Global & US Headlines
Chinese J-15s Target Japanese F-15s; Tokyo Protest Spurs 3-Month Airline Refund Extension
After two radar-lock incidents on 6 Dec 2025 near Okinawa, Japan summoned China’s ambassador on 7 Dec and, within 48 hours, China’s main airlines prolonged no-penalty refunds for Japan flights through 28 Mar 2026.
Focusing Facts
- Japan’s MoD says J-15s from the carrier Liaoning locked fire-control radar on JASDF F-15s for ≈3 min at 16:32 and for ≈30 min between 18:37–19:08 on 6 Dec 2025.
- Air China, China Eastern, China Southern, plus four smaller carriers, canceled 1,900 December flights (≈40 % of China-Japan capacity) and offered full refunds/changes for tickets booked up to 28 Mar 2026.
- Vice-FM Funakoshi lodged a formal protest with Ambassador Wu on 7 Dec 2025—the first jet-to-jet radar lock protest since a 2013 ship-to-ship incident.
Context
Beijing and Tokyo have lurched between rapprochement (1978 Peace & Friendship Treaty) and flare-ups such as the 2010 Senkaku trawler collision and the 2013 fire-control radar incident. The current episode, triggered by PM Takaichi’s Taiwan pledge, echoes the 1995-96 Taiwan Strait crisis when Asian airlines also slashed routes amid sabre-rattling. Structurally, it reflects two converging trends: China’s blue-water navy asserting presence via carriers, and Japan’s post-2022 remilitarisation that links Taiwan’s fate to its own security. On a century horizon, the incident is a data-point in the slow erosion of the 1972 normalization framework—tourism, once a stabiliser with 6.9 m Chinese visitors to Japan in 2024, can now be dialled up or down as diplomatic leverage. Whether this moment hardens an East Asian armed deterrence spiral or fades like the 2013 radar spat depends less on the rhetoric than on the institutionalisation of crisis hotlines and the economic interdependence both sides still depend on.
Perspectives
Japanese and Western mainstream media
Japanese and Western mainstream media — China’s radar lock on Japanese fighter jets is portrayed as a dangerous provocation that warrants Tokyo’s sharp diplomatic protest and heightened vigilance. Coverage leans toward Japan’s security narrative, spotlighting Chinese aggression while giving scant attention to whether Japanese surveillance flights may have contributed to the encounter.
Outlets amplifying Beijing’s rebuttal
Outlets amplifying Beijing’s rebuttal — The incident is framed as a disputed claim in which China says its carrier drills were ‘normal’ and that Japanese aircraft endangered the exercise, making Tokyo’s protest baseless. By foregrounding official Chinese statements and casting doubt on Japan’s version, these reports echo Beijing’s messaging and under-report independent verification of the radar lock.
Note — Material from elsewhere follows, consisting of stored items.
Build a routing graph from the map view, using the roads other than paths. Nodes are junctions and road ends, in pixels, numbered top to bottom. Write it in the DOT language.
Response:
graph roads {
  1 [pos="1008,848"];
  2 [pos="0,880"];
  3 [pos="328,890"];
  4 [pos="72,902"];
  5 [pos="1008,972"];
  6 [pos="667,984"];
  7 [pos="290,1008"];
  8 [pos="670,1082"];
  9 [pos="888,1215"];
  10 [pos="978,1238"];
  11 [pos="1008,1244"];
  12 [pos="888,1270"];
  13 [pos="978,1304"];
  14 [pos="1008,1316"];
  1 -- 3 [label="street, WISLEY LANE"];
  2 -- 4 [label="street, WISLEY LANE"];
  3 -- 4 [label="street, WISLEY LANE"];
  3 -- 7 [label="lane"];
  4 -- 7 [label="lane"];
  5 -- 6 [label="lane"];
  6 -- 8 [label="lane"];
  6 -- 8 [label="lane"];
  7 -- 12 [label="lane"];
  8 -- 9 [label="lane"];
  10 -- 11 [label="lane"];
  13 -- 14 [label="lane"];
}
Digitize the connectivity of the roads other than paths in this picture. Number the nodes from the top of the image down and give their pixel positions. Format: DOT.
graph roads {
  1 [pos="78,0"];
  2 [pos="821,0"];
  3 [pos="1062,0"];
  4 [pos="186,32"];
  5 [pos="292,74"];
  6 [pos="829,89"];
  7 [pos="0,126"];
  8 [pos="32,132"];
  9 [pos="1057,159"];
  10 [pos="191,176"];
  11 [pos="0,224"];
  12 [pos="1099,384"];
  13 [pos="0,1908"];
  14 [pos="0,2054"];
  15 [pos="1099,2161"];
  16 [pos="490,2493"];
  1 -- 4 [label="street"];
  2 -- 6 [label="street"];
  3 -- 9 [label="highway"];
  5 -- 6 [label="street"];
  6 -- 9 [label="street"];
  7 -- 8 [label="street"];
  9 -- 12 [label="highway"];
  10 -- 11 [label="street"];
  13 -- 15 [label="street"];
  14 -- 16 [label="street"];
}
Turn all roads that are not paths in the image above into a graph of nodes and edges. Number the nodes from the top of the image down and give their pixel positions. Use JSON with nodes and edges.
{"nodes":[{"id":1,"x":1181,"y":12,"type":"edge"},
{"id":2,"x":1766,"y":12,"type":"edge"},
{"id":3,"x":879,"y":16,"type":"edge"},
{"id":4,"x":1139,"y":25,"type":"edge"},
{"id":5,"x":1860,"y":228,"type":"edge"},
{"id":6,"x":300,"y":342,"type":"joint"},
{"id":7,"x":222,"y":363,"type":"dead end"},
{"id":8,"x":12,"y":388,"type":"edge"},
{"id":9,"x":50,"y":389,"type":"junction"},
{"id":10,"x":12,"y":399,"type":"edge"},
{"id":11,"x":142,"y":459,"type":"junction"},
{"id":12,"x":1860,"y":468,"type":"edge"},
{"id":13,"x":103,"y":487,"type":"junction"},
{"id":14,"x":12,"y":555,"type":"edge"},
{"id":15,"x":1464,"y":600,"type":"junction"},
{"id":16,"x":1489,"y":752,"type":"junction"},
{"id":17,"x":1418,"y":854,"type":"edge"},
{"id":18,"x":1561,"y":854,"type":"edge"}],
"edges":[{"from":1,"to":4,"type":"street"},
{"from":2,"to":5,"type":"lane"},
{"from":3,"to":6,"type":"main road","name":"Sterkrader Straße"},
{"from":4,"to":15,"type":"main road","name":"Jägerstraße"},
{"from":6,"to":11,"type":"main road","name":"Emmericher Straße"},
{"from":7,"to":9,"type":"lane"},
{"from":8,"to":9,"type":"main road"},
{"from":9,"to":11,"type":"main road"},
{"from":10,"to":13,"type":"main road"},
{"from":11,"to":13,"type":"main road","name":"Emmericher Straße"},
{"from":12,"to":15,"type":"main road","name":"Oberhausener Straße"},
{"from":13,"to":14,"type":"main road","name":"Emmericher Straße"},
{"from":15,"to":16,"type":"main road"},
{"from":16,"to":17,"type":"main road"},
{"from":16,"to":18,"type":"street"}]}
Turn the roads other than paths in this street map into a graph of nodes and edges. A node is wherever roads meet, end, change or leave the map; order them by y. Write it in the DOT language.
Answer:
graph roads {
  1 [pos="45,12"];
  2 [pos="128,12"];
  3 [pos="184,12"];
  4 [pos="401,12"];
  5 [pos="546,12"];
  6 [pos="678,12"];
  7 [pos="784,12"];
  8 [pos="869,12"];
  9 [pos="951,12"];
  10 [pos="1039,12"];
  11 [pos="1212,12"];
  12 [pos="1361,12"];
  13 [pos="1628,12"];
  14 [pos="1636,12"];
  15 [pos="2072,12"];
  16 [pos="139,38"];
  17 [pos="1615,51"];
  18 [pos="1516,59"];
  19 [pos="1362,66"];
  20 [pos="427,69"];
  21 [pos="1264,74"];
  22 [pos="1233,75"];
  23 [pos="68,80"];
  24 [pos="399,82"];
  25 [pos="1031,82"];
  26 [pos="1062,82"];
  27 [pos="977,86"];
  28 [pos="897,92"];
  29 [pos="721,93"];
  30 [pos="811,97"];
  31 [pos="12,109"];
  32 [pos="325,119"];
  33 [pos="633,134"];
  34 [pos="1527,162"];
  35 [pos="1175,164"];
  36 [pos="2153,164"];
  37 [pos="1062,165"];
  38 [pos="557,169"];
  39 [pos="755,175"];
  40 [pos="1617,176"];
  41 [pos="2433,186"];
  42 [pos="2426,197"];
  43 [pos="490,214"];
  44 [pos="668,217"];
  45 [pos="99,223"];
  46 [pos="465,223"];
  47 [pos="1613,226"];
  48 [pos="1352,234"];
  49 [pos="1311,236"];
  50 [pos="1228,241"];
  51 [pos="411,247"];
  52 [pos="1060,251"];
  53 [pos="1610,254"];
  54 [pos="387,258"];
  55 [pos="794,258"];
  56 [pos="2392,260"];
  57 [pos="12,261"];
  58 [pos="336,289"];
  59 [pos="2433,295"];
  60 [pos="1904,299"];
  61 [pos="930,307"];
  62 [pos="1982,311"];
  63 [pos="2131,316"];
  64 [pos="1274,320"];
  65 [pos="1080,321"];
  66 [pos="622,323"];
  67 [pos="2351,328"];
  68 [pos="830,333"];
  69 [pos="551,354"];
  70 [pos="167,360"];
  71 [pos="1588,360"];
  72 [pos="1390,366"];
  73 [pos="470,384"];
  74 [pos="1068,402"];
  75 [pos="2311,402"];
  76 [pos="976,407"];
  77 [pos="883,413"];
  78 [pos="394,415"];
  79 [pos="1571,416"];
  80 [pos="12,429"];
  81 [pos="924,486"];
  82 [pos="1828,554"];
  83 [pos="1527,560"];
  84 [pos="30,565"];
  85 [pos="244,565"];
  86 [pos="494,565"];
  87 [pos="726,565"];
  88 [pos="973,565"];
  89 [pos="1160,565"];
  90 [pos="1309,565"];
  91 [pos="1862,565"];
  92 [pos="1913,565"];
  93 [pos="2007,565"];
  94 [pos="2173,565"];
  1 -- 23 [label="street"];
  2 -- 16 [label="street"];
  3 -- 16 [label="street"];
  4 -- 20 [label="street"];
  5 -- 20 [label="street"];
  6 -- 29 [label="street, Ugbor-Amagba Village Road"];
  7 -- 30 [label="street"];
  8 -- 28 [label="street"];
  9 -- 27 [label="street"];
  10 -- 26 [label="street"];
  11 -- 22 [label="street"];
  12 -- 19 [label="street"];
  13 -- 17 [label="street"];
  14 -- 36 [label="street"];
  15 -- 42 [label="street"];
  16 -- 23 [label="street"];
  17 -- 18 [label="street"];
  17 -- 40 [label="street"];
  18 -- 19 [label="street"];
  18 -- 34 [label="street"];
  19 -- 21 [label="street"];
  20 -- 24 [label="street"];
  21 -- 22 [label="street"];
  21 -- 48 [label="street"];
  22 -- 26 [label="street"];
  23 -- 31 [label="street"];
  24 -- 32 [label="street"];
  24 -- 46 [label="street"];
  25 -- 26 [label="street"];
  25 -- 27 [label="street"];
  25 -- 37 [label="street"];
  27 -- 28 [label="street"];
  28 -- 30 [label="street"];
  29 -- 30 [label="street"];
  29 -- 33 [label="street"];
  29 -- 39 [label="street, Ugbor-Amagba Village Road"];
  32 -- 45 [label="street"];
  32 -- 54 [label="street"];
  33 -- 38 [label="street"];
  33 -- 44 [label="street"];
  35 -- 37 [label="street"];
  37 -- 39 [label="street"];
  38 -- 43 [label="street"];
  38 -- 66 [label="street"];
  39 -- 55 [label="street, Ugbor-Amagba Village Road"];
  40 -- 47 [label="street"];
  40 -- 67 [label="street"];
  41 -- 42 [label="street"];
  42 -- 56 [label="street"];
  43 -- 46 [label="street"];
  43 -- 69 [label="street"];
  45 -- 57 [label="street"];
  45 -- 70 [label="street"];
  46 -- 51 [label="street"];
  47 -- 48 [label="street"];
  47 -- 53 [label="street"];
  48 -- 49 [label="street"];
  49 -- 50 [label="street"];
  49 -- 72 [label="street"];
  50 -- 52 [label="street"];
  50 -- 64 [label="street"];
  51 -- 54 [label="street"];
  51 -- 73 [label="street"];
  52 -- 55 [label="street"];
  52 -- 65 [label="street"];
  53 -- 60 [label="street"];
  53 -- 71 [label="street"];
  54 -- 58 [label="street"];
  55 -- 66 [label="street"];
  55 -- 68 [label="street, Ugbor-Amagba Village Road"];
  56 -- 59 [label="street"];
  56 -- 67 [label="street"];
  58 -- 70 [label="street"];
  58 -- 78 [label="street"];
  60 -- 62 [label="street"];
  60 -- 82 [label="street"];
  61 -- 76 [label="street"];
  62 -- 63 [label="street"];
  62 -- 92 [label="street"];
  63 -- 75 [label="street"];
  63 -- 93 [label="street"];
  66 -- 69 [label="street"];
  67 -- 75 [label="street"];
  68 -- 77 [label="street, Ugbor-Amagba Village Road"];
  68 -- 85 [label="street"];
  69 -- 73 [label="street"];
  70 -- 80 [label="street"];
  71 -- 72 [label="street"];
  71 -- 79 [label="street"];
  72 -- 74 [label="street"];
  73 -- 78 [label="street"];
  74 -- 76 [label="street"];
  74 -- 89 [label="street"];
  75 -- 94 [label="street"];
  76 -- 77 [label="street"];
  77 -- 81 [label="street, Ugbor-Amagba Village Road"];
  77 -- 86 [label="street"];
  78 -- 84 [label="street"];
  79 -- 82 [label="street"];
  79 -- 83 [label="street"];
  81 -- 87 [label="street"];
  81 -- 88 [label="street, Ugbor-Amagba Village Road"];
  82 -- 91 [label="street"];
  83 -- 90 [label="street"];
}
Business and travel-focused Asian press
Business and travel-focused Asian press — Prolonged China-Japan tensions are chiefly significant for their economic fallout, prompting Chinese airlines to extend full refunds and causing mass cancellations of Japan-bound trips. The commercial lens downplays the strategic and military roots of the dispute, prioritising tourism statistics and airline policies over analysis of the geopolitical drivers.